Tuesday, November 5, 2013

The NSA and the weakness of American power

The NSA scandal over phone tapping in Europe will soon blow over, conventional wisdom says. Jack Shafer has argued that, although allied leaders such as Angela Merkel are upset, they will (and have to) get over it.

Don’t believe a word of it. The public outrage that the NSA has spawned could be more damaging to the transatlantic relationship than the Iraq war was a decade ago.

If it was all up to leaders, Shafer might be right. But governments — along with their intelligence services — are increasingly boxed in by public opinion. It’s not the spying or the lying that European citizens find more hurtful. It is the perception that U.S. agencies are as oblivious to the rights of allies as they are scrupulous at upholding the rights of their own citizens.

Seen from Europe, the NSA saga is another episode in the long-running story about the asymmetry of power across the Atlantic. A decade ago, the fight was about Iraq. In an influential essay,  author Robert Kagan saw Europe and America as archetypes for power and weakness. “Americans come from Mars and Europeans from Venus,” he said. But President Bush’s invasion of Iraq did not “shock and awe” the rest of the world into submission.
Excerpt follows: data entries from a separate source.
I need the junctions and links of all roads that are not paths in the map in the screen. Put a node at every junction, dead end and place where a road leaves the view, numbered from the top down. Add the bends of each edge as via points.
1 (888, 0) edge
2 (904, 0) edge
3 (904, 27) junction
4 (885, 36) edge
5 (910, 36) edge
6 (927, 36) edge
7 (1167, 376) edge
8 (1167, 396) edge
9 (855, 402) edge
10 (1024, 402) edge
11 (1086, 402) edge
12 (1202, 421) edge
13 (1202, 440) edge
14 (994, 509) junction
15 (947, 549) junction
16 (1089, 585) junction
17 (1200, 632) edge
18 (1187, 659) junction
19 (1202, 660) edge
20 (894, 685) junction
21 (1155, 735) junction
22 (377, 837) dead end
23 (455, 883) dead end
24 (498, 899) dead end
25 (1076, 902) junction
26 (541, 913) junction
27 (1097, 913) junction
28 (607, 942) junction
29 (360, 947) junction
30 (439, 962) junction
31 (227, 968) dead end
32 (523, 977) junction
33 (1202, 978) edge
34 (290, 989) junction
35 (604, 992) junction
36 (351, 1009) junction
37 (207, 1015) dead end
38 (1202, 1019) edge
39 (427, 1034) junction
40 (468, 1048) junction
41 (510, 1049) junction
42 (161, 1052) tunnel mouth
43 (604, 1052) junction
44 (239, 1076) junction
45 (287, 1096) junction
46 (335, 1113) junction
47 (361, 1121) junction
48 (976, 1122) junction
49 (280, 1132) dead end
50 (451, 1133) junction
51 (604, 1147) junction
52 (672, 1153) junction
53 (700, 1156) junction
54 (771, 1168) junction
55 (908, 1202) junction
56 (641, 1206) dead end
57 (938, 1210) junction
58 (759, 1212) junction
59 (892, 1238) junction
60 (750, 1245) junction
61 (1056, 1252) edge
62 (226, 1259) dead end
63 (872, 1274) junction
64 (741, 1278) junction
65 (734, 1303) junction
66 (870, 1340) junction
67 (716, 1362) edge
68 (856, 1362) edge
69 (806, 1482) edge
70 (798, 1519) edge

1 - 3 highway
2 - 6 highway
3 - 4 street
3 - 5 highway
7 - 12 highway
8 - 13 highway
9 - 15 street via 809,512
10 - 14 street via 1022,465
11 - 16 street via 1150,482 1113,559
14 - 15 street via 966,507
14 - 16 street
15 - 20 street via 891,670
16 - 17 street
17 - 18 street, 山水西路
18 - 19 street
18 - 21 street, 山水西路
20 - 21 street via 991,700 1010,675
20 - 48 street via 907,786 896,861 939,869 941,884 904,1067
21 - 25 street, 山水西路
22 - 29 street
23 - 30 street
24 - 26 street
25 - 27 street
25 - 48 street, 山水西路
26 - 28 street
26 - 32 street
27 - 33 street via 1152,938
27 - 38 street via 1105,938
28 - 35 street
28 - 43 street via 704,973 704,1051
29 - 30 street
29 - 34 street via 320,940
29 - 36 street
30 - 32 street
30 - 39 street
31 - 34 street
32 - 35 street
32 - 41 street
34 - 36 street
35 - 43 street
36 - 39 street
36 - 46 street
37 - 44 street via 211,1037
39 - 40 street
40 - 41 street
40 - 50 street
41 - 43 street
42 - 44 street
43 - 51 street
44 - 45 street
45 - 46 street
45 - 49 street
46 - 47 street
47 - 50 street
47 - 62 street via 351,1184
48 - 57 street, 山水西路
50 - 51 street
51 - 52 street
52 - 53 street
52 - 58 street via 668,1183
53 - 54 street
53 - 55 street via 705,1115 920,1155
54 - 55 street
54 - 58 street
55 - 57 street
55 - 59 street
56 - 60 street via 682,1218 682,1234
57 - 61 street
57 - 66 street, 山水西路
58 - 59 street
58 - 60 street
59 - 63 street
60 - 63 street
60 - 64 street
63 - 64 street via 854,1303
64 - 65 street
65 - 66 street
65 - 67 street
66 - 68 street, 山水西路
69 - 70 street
It was, in fact, a graphic illustration of the limits of American power, accelerating the arrival of what Fareed Zakaria called a “Post-American World.”

Kagan was honest enough to admit, after the Iraq war, that Europeans helped rein in American behavior by challenging its legitimacy. “If the United States is suffering a crisis of legitimacy,” Kagan wrote, “it is in large part because Europe wants to regain some measure of control over Washington’s behavior.”

The Franco-German response to the hegemony of the NSA has echoes of their response to the “Global War on Terror.” European citizens were not shocked that the NSA spies, but they were surprised by the power and reach of American intelligence.